(Stored data entries)
....
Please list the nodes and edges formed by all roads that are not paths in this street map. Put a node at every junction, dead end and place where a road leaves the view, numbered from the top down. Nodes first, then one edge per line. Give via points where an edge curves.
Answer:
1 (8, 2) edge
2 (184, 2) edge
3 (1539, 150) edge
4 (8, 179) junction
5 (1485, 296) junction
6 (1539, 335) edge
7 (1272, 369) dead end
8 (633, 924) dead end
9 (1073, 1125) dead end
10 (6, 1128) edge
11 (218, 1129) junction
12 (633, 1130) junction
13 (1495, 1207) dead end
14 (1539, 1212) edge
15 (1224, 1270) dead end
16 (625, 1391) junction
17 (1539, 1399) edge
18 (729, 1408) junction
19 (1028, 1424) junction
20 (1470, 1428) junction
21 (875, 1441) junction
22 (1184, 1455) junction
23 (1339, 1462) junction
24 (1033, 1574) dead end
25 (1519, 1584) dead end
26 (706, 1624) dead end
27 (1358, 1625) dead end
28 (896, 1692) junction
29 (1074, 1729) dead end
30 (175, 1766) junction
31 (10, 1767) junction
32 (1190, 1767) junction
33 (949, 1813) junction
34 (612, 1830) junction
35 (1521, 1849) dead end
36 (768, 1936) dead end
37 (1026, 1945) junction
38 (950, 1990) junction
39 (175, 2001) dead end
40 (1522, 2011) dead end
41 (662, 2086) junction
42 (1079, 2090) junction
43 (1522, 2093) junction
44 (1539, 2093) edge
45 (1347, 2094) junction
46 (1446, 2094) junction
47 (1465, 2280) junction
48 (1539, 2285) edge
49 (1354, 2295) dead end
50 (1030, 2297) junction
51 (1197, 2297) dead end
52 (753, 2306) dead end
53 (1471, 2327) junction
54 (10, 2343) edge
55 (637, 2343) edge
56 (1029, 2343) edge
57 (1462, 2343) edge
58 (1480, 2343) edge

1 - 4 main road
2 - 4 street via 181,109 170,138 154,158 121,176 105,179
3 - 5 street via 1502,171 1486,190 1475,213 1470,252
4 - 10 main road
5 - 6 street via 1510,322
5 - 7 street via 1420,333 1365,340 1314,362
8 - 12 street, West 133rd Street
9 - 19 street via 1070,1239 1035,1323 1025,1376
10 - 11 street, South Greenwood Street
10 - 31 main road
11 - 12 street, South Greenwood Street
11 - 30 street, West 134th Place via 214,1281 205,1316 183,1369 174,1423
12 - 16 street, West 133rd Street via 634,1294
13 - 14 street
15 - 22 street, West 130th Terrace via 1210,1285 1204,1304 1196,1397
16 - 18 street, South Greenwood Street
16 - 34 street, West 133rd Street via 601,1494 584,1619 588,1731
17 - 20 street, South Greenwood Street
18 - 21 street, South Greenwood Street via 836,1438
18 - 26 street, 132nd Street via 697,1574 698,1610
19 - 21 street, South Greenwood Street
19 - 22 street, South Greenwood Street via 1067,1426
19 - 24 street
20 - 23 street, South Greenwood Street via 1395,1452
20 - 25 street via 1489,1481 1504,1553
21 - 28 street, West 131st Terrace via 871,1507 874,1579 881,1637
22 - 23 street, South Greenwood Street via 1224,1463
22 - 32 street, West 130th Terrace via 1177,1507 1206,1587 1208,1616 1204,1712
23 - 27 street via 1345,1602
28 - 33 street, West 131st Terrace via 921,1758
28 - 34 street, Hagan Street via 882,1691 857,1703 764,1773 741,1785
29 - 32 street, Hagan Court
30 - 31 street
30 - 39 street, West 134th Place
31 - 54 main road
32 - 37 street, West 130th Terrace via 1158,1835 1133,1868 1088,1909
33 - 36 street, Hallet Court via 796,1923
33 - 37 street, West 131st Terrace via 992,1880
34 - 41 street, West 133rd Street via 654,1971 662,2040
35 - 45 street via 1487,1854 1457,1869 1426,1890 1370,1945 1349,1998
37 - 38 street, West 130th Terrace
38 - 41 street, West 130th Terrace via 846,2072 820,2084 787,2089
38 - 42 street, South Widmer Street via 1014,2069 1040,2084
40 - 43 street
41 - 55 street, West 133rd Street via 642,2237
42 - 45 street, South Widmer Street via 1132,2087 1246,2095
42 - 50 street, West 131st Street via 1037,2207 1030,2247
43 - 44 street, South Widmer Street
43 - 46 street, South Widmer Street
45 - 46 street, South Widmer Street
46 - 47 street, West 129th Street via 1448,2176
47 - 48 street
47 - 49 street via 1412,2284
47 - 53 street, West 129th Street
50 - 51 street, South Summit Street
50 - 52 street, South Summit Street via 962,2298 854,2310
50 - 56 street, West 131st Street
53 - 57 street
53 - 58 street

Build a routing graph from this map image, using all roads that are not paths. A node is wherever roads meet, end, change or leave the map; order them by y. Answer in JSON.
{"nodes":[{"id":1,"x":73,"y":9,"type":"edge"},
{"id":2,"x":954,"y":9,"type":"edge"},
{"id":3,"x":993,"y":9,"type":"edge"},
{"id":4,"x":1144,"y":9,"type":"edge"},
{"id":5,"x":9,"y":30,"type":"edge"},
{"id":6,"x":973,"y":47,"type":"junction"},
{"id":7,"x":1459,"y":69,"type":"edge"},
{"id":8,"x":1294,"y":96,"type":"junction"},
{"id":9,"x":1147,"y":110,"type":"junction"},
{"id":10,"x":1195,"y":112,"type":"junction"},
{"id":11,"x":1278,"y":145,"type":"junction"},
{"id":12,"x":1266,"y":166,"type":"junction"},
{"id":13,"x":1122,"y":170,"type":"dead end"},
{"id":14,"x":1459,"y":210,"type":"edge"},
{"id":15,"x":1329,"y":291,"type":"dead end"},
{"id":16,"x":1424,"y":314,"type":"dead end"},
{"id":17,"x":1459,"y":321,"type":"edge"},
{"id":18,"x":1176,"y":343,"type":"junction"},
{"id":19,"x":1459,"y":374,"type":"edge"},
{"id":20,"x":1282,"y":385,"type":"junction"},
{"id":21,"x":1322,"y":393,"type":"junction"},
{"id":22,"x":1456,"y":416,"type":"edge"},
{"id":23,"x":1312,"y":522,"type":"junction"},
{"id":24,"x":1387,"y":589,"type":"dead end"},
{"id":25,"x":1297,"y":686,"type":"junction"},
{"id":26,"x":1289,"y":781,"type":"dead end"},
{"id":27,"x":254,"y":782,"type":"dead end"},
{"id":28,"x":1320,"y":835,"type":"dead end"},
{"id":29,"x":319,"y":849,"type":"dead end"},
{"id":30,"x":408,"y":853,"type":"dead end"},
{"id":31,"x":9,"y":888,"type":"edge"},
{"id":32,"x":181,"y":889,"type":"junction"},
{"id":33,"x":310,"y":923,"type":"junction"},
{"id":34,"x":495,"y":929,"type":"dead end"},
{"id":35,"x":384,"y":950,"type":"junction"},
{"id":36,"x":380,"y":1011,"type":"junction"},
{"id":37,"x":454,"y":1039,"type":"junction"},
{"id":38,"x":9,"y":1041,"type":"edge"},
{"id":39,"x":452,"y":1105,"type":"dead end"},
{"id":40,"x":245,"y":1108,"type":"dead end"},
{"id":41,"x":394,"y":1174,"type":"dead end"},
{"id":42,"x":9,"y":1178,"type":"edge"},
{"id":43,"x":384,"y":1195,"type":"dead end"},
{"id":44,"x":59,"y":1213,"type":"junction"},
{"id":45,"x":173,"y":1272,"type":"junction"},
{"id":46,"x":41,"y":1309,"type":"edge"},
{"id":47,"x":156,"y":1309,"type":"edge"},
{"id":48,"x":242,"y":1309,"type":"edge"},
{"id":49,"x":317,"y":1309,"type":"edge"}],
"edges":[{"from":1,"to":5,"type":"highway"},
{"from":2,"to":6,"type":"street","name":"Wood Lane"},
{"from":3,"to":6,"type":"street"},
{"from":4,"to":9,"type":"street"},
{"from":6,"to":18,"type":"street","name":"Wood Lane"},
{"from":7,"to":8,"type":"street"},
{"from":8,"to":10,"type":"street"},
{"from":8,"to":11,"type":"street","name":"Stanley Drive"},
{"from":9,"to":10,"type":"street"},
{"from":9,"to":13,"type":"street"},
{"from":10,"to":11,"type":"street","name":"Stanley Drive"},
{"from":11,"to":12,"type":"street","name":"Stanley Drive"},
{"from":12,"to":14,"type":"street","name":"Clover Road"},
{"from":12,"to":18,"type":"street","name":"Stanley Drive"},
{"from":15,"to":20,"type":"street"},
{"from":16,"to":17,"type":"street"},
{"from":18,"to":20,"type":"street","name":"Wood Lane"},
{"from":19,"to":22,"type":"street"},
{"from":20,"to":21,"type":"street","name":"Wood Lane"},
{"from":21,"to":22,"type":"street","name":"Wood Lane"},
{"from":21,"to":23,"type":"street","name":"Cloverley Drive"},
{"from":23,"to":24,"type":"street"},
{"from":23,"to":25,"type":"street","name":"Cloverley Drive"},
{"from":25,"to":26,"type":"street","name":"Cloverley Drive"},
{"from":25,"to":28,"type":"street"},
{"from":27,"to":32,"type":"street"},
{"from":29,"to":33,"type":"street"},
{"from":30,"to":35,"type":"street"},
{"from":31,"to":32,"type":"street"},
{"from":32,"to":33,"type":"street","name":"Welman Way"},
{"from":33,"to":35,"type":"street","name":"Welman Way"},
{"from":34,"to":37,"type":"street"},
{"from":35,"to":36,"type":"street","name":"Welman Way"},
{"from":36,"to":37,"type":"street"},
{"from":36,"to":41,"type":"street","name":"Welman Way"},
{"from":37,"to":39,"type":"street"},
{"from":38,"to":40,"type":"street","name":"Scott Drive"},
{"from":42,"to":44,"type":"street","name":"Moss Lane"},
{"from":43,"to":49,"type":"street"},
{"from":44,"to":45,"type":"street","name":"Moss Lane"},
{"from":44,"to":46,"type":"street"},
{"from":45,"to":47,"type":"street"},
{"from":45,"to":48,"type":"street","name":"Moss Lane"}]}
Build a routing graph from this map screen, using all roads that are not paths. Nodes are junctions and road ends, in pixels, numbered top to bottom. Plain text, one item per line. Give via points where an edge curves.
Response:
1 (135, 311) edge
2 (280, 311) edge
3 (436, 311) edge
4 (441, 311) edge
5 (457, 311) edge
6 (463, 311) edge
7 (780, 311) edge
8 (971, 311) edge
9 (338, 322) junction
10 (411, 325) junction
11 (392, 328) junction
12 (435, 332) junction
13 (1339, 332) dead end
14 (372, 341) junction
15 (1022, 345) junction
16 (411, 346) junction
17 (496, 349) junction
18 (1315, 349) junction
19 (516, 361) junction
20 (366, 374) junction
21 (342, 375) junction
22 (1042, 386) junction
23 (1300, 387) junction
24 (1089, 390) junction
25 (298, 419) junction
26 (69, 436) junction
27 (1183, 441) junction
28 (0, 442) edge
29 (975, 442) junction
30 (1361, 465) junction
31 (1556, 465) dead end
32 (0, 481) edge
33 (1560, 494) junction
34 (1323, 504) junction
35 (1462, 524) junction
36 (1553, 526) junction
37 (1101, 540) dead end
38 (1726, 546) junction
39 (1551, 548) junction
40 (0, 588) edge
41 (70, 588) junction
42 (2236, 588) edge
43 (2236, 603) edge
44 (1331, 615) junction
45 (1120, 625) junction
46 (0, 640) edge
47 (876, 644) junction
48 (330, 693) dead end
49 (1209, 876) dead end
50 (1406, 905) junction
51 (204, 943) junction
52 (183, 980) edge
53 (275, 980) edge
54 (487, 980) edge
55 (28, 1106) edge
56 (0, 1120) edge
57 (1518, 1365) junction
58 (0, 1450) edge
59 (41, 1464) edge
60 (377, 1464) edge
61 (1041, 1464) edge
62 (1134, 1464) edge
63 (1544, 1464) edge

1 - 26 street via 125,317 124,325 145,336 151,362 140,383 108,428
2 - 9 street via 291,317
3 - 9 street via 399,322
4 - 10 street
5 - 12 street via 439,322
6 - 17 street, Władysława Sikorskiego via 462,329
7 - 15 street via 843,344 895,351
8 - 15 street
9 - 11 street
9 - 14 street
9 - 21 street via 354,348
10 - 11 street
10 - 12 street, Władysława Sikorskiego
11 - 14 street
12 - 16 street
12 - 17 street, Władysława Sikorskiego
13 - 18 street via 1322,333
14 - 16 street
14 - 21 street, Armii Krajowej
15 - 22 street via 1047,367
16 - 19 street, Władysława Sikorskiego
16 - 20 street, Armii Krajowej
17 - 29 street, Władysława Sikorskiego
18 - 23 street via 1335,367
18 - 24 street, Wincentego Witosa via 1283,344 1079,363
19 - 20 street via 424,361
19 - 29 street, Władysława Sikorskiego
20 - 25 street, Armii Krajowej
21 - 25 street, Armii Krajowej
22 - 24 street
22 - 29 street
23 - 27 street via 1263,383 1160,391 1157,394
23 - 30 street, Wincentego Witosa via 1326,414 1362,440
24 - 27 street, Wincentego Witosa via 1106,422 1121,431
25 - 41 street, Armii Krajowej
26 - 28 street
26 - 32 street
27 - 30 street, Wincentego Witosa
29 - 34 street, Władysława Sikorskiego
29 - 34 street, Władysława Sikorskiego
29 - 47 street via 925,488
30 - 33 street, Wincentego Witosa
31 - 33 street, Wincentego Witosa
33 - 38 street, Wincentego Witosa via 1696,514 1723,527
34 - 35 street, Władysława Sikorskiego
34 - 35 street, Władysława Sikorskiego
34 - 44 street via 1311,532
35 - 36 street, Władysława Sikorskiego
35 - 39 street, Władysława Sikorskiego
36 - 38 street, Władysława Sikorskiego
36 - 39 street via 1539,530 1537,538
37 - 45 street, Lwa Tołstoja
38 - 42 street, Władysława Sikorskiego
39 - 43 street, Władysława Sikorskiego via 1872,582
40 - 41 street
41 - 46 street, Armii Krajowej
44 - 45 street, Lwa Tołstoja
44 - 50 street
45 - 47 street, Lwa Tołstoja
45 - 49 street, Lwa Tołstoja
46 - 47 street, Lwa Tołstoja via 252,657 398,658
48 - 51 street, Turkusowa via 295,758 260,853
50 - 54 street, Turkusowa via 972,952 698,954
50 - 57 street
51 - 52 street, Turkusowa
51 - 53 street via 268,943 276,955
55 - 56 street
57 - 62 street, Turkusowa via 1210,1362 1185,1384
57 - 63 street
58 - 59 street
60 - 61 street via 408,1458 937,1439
....
*EXERCISE DESCRIPTION*:
Copy out each line of the records that holds the string "main".

*EXERCISE SOLUTION*:
1 - 4 main road
4 - 10 main road
10 - 31 main road
31 - 54 main road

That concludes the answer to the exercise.